[Data excerpts]
────────────────

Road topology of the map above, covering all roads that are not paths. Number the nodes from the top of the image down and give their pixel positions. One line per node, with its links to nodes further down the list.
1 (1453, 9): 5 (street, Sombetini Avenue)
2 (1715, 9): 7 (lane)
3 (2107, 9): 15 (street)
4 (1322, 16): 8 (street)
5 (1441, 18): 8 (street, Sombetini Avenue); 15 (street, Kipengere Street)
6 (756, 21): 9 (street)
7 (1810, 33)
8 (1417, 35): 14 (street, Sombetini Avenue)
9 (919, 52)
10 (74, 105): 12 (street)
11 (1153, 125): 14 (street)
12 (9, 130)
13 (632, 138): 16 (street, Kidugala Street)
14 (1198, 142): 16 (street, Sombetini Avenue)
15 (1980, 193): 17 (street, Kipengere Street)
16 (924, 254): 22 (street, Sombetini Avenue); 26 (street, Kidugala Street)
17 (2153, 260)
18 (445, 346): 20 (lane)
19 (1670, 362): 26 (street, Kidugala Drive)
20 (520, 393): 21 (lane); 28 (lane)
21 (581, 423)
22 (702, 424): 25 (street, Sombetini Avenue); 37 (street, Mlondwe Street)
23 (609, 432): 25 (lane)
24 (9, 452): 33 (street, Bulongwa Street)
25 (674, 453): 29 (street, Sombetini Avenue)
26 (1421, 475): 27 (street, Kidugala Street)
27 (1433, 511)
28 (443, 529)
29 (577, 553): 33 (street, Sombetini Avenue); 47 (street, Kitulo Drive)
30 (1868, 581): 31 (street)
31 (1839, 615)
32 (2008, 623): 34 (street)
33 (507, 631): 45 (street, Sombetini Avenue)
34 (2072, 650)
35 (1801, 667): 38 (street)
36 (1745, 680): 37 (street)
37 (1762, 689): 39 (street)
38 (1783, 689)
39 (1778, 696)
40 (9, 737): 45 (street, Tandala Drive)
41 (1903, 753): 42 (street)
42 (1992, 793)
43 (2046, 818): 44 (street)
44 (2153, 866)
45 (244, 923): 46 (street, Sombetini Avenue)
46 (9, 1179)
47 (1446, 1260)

────────────────

[Brief] Transcribe all entries exactly as they are given.

[Answer section]
Road topology of the map above, covering all roads that are not paths. Number the nodes from the top of the image down and give their pixel positions. One line per node, with its links to nodes further down the list.
1 (1453, 9): 5 (street, Sombetini Avenue)
2 (1715, 9): 7 (lane)
3 (2107, 9): 15 (street)
4 (1322, 16): 8 (street)
5 (1441, 18): 8 (street, Sombetini Avenue); 15 (street, Kipengere Street)
6 (756, 21): 9 (street)
7 (1810, 33)
8 (1417, 35): 14 (street, Sombetini Avenue)
9 (919, 52)
10 (74, 105): 12 (street)
11 (1153, 125): 14 (street)
12 (9, 130)
13 (632, 138): 16 (street, Kidugala Street)
14 (1198, 142): 16 (street, Sombetini Avenue)
15 (1980, 193): 17 (street, Kipengere Street)
16 (924, 254): 22 (street, Sombetini Avenue); 26 (street, Kidugala Street)
17 (2153, 260)
18 (445, 346): 20 (lane)
19 (1670, 362): 26 (street, Kidugala Drive)
20 (520, 393): 21 (lane); 28 (lane)
21 (581, 423)
22 (702, 424): 25 (street, Sombetini Avenue); 37 (street, Mlondwe Street)
23 (609, 432): 25 (lane)
24 (9, 452): 33 (street, Bulongwa Street)
25 (674, 453): 29 (street, Sombetini Avenue)
26 (1421, 475): 27 (street, Kidugala Street)
27 (1433, 511)
28 (443, 529)
29 (577, 553): 33 (street, Sombetini Avenue); 47 (street, Kitulo Drive)
30 (1868, 581): 31 (street)
31 (1839, 615)
32 (2008, 623): 34 (street)
33 (507, 631): 45 (street, Sombetini Avenue)
34 (2072, 650)
35 (1801, 667): 38 (street)
36 (1745, 680): 37 (street)
37 (1762, 689): 39 (street)
38 (1783, 689)
39 (1778, 696)
40 (9, 737): 45 (street, Tandala Drive)
41 (1903, 753): 42 (street)
42 (1992, 793)
43 (2046, 818): 44 (street)
44 (2153, 866)
45 (244, 923): 46 (street, Sombetini Avenue)
46 (9, 1179)
47 (1446, 1260)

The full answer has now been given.